General Anxiety Treatments
  • Psychotherapy: Typically first-line treatment.

  • Medications: Can be indicated for severe cases.

    • Benzodiazepines: Quick-acting but carry risks of addiction and tolerance.

    • Buspirone: Non-addictive, slower onset but effective.

    • SSRIs/SNRIs: Increasingly used for chronic anxiety.

    • Gabapentin: Non-habit forming, often used for bipolar anxiety.

Specific Treatment Recommendations
Panic Disorder
  • Combined pharmacological and psychological interventions are most effective.

  • Medications aimed at reducing panic attacks include benzodiazepines and antidepressants.

Agoraphobia Without Panic
  • Treated with behavioral therapy, relaxation training, and possible acute medications.

Social Phobias
  • Primarily treated through cognitive behavioral therapy; medications used if symptoms are pervasive.

OBSESSIVE-COMPULSIVE DISORDER (OCD)

Definitions
  • Obsessions: Persistent, intrusive thoughts recognized as senseless—often concerning contamination, aggression, religion, or symmetry.

  • Compulsions: Repetitive behaviors or rituals responding to obsessions (e.g., checking behaviors, cleaning, counting).

DSM-5 OCD Disorders
  • Body Dysmorphic Disorder, Hoarding Disorder, Trichotillomania, and others.

  • Increased risk of co-occurring Major Depression and substance use disorders.

Etiology of OCD

  • Traditional theories related to early strict parenting but biological processes show a stronger correlation.

  • Genetic factors shown to be present; higher incidence in first-degree relatives.

  • Neuroimaging reveals increased metabolic activity in relevant brain regions for symptomatic patients.

Treatment for OCD

Psychotherapy
  • Behavioral techniques such as exposure and response prevention show high success rates.

Medication Treatment
  • SSRIs are most effective, typically requiring higher doses than for depression.

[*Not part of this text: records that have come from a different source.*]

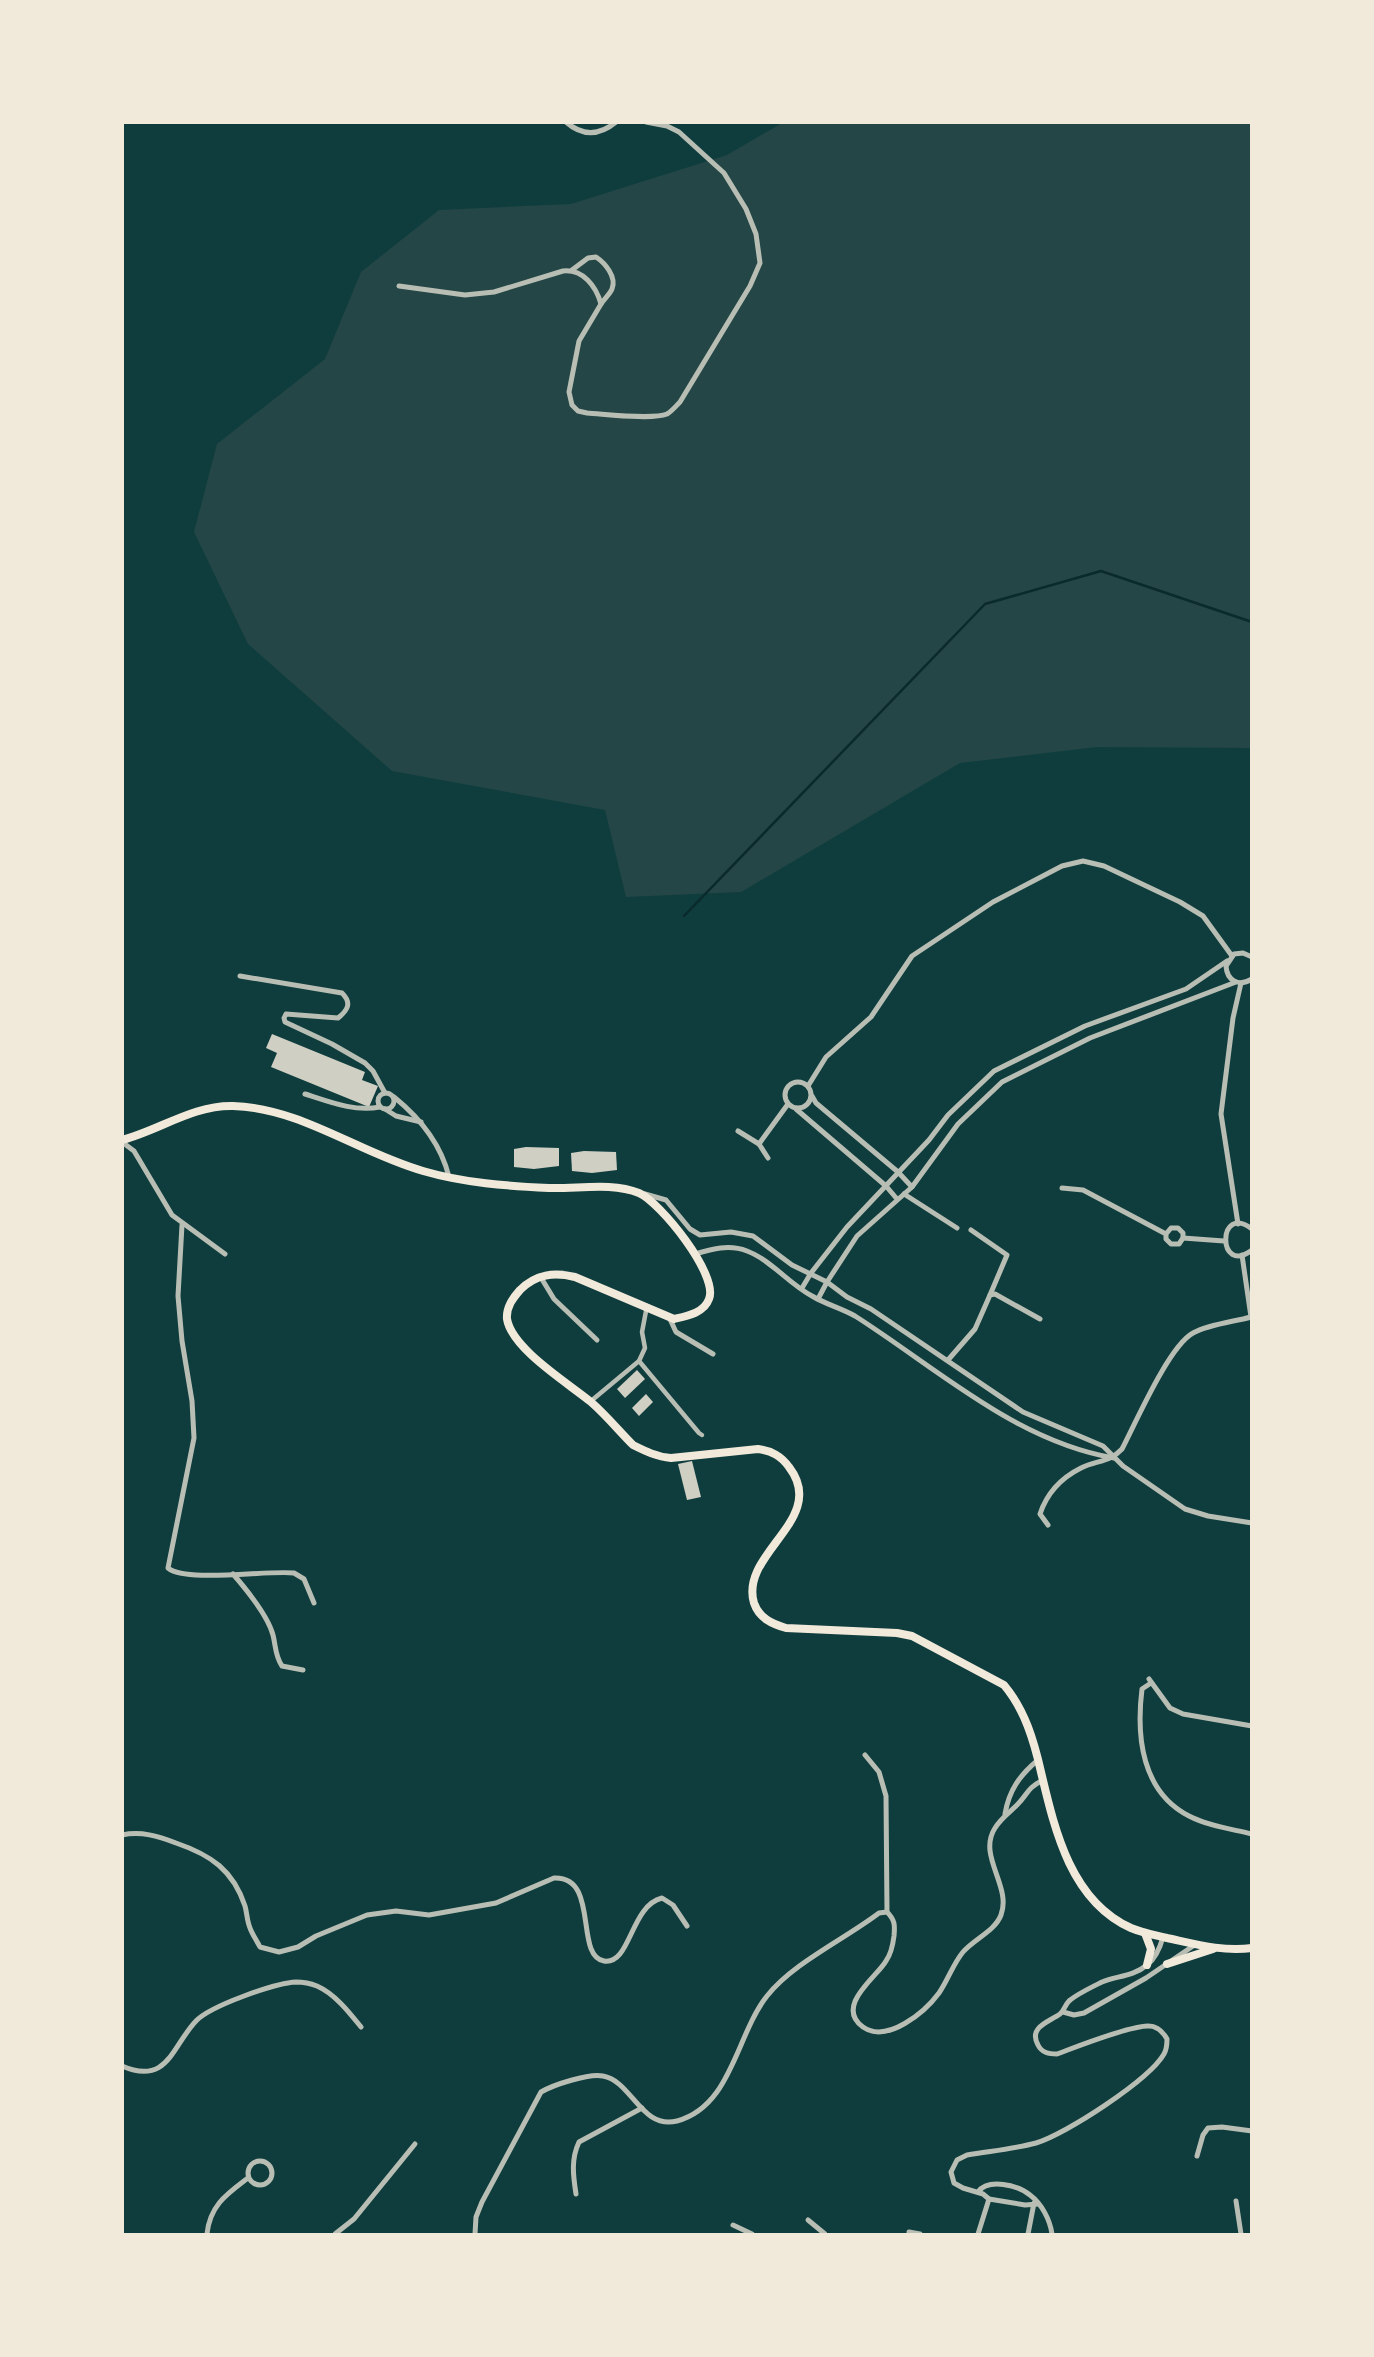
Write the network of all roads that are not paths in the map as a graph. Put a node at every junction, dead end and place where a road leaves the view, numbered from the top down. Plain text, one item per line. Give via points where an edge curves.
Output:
1 (566, 122) edge
2 (616, 122) edge
3 (646, 122) edge
4 (572, 270) junction
5 (399, 286) dead end
6 (601, 304) junction
7 (1251, 957) edge
8 (1229, 959) junction
9 (240, 976) dead end
10 (1251, 979) edge
11 (1238, 983) junction
12 (808, 1086) junction
13 (385, 1093) junction
14 (305, 1094) dead end
15 (812, 1096) junction
16 (394, 1097) junction
17 (788, 1104) junction
18 (383, 1108) junction
19 (796, 1109) junction
20 (421, 1122) junction
21 (738, 1131) dead end
22 (122, 1141) edge
23 (759, 1144) junction
24 (768, 1158) dead end
25 (898, 1172) junction
26 (450, 1177) junction
27 (886, 1186) junction
28 (912, 1187) junction
29 (1062, 1188) dead end
30 (642, 1194) junction
31 (904, 1194) junction
32 (897, 1199) junction
33 (182, 1224) junction
34 (1238, 1224) junction
35 (957, 1228) dead end
36 (1251, 1229) edge
37 (971, 1230) dead end
38 (1166, 1234) junction
39 (1183, 1238) junction
40 (1224, 1241) junction
41 (1251, 1250) edge
42 (225, 1254) dead end
43 (695, 1254) junction
44 (1241, 1255) junction
45 (811, 1273) junction
46 (540, 1276) junction
47 (827, 1282) junction
48 (802, 1288) junction
49 (990, 1295) junction
50 (818, 1299) junction
51 (647, 1306) junction
52 (669, 1317) junction
53 (1040, 1319) dead end
54 (597, 1339) dead end
55 (713, 1354) dead end
56 (948, 1360) junction
57 (639, 1361) junction
58 (590, 1402) junction
59 (702, 1434) dead end
60 (1114, 1458) junction
61 (1251, 1524) edge
62 (1048, 1525) dead end
63 (233, 1574) junction
64 (314, 1603) dead end
65 (303, 1670) dead end
66 (1251, 1726) edge
67 (865, 1755) dead end
68 (1038, 1760) junction
69 (1043, 1780) junction
70 (1005, 1814) junction
71 (1251, 1834) edge
72 (122, 1835) edge
73 (887, 1912) junction
74 (687, 1926) dead end
75 (1145, 1933) junction
76 (1163, 1937) junction
77 (1196, 1944) junction
78 (1216, 1948) junction
79 (1251, 1948) edge
80 (1167, 1964) junction
81 (1147, 1965) junction
82 (1097, 1985) junction
83 (1106, 2000) junction
84 (1063, 2012) junction
85 (360, 2026) dead end
86 (122, 2066) edge
87 (642, 2108) junction
88 (1251, 2131) edge
89 (415, 2144) dead end
90 (1198, 2156) dead end
91 (248, 2178) junction
92 (999, 2184) junction
93 (978, 2192) junction
94 (576, 2194) dead end
95 (989, 2199) junction
96 (999, 2200) junction
97 (1236, 2201) dead end
98 (1035, 2203) junction
99 (808, 2221) dead end
100 (733, 2225) dead end
101 (909, 2232) dead end
102 (207, 2235) edge
103 (335, 2235) edge
104 (475, 2235) edge
105 (752, 2235) edge
106 (825, 2235) edge
107 (920, 2235) edge
108 (978, 2235) edge
109 (1028, 2235) edge
110 (1052, 2235) edge
111 (1241, 2235) edge

1 - 2 street via 585,133 597,133
3 - 6 street via 679,132 724,173 746,209 760,263 680,402 665,415 587,413 572,405 569,392 579,341
4 - 5 street via 494,292 465,295
4 - 6 street via 582,274
4 - 6 street via 588,258 596,257 605,264 613,280
7 - 8 street via 1242,953
8 - 11 street via 1226,971
8 - 12 street via 1203,916 1104,866 1072,863 993,902 912,956 870,1017 826,1057
8 - 25 street via 1186,989 1085,1026 994,1071
9 - 13 street via 342,993 349,1005 338,1018 286,1014 285,1022 365,1063
10 - 11 street
11 - 28 street via 1090,1038 1002,1082 958,1124
11 - 34 street via 1221,1114
12 - 15 street
12 - 17 street via 800,1082 787,1087
13 - 16 street
13 - 18 street via 378,1098
14 - 18 street via 347,1107
15 - 19 street via 805,1107
15 - 25 street
16 - 18 street via 393,1106
16 - 20 street
17 - 19 street
17 - 23 street
18 - 20 street
19 - 27 street
20 - 26 street via 445,1160
21 - 23 street
22 - 26 main road via 194,1111 244,1107 298,1120 379,1156
22 - 33 street via 134,1151 166,1209
23 - 24 street
25 - 27 street
25 - 28 street
26 - 30 main road via 516,1186 620,1188
27 - 32 street
27 - 45 street
28 - 31 street
29 - 38 street via 1083,1190
30 - 43 main road
30 - 45 street via 666,1200 700,1234 753,1236
31 - 32 street
31 - 35 street
32 - 47 street via 857,1236
33 - 42 street
33 - 63 street via 178,1296 194,1438 169,1568 178,1573
34 - 36 street
34 - 40 street via 1229,1228
37 - 49 street via 1007,1255
38 - 39 street via 1178,1228
38 - 39 street via 1174,1245
39 - 40 street
40 - 44 street via 1232,1253
41 - 44 street
43 - 48 street via 715,1248 745,1250
43 - 52 main road via 709,1280 709,1300 695,1312
44 - 60 street via 1251,1317 1200,1330 1184,1339
45 - 47 street
45 - 48 street
46 - 51 main road via 575,1277
46 - 54 street via 554,1299
46 - 58 main road via 511,1301 508,1320 535,1357
47 - 50 street
47 - 56 street
48 - 50 street
49 - 53 street
49 - 56 street via 975,1329
50 - 60 street via 852,1314 1022,1427
51 - 52 main road
51 - 57 street via 642,1332 645,1348
52 - 55 street via 676,1332
56 - 60 street via 1023,1412 1091,1439
57 - 58 street
57 - 59 street
58 - 68 main road via 633,1444 662,1458 758,1450 778,1456 798,1482 798,1504 753,1580 753,1598 761,1614 786,1628 912,1636 991,1676 1022,1709
60 - 61 street via 1185,1509
60 - 62 street via 1081,1468 1051,1490 1040,1514
63 - 64 street via 300,1575
63 - 65 street via 272,1633 282,1666
66 - 71 street via 1190,1717 1170,1708 1150,1681 1142,1689 1140,1735 1150,1777 1170,1803 1190,1817
67 - 73 street via 879,1772 886,1796
68 - 69 main road
68 - 70 street via 1022,1773
69 - 70 street
69 - 75 main road via 1060,1842 1085,1892 1124,1925
70 - 73 street via 990,1840 1001,1888 999,1920 961,1955 930,2003 903,2025 872,2032 860,2025 854,2006 861,1989 886,1962 893,1944 895,1925
72 - 74 street via 162,1838 212,1858 237,1887 260,1947 279,1952 368,1915 396,1911 429,1914 496,1903 562,1877 578,1888 598,1959 614,1960 622,1952 653,1900 662,1898 673,1905
73 - 87 street via 879,1913 778,1984 758,2010 709,2104 695,2114 667,2122
75 - 76 main road
75 - 81 main road via 1151,1946
76 - 77 main road
76 - 81 street
77 - 78 main road
77 - 80 street
78 - 79 main road
78 - 80 main road
80 - 83 street
81 - 82 street
82 - 83 street
82 - 84 street via 1068,2002
83 - 84 street via 1079,2015
84 - 93 street via 1038,2029 1036,2040 1046,2053 1151,2026 1167,2039 1166,2053 1108,2104 1069,2128 1038,2142 957,2160 951,2179
85 - 86 street via 317,1986 296,1982 206,2013 173,2056 154,2070
87 - 94 street via 579,2142 573,2166
87 - 104 street via 603,2076 541,2092 482,2202
88 - 90 street via 1208,2128
89 - 103 street via 354,2219
91 - 91 street via 264,2184 272,2169 265,2161 255,2161 249,2165
91 - 102 street via 214,2208
92 - 93 street via 987,2184
92 - 96 street
92 - 98 street via 1023,2191
93 - 95 street
95 - 96 street
95 - 108 street
96 - 98 street
97 - 111 street
98 - 109 street
98 - 110 street via 1044,2212
99 - 106 street
100 - 105 street
101 - 107 street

  • Nesting rituals reflect instincts similar to primitive behaviors, reinforcing compulsiveness.

Summary of Medication Classifications
  • Benzodiazepines: alprazolam, diazepam used for anxiety and panic disorders.

  • Azapirones: buspirone for generalized anxiety.

  • SSRIs: fluoxetine, paroxetine for OCD and anxiety.

  • Beta Blockers: propranolol for performance anxiety symptoms.

  • Anti-histamines: hyroxyzine used for anxiety.

ANXIOLYTICS

Mechanisms and Risks
  • Benzodiazepines work mainly by enhancing GABA functions within the CNS.

  • Side Effects: Sedation, dependency, overdose risks especially in individuals with prior substance use issues.

Withdrawal Management
  • Gradual tapering advised to minimize withdrawal symptoms; rapid discontinuation can lead to severe effects.

Patient Education
  • Importance of discussing risks, benefits, and treatment duration to avoid dependence.

Summary of Treatment Recommendations
  • For Depression: SSRIs/SNRIs.

  • For Anxiety Disorders: Benzodiazepines for short-term; SSRIs/SNRIs for long-term.

  • For OCD: High-dose SSRIs or tricyclics.

  • For PTSD: SSRIs used effectively.

  • For Performance Anxiety: Beta-blockers recommended.

  • Chronic Conditions: Medications with long-term management strategies are needed.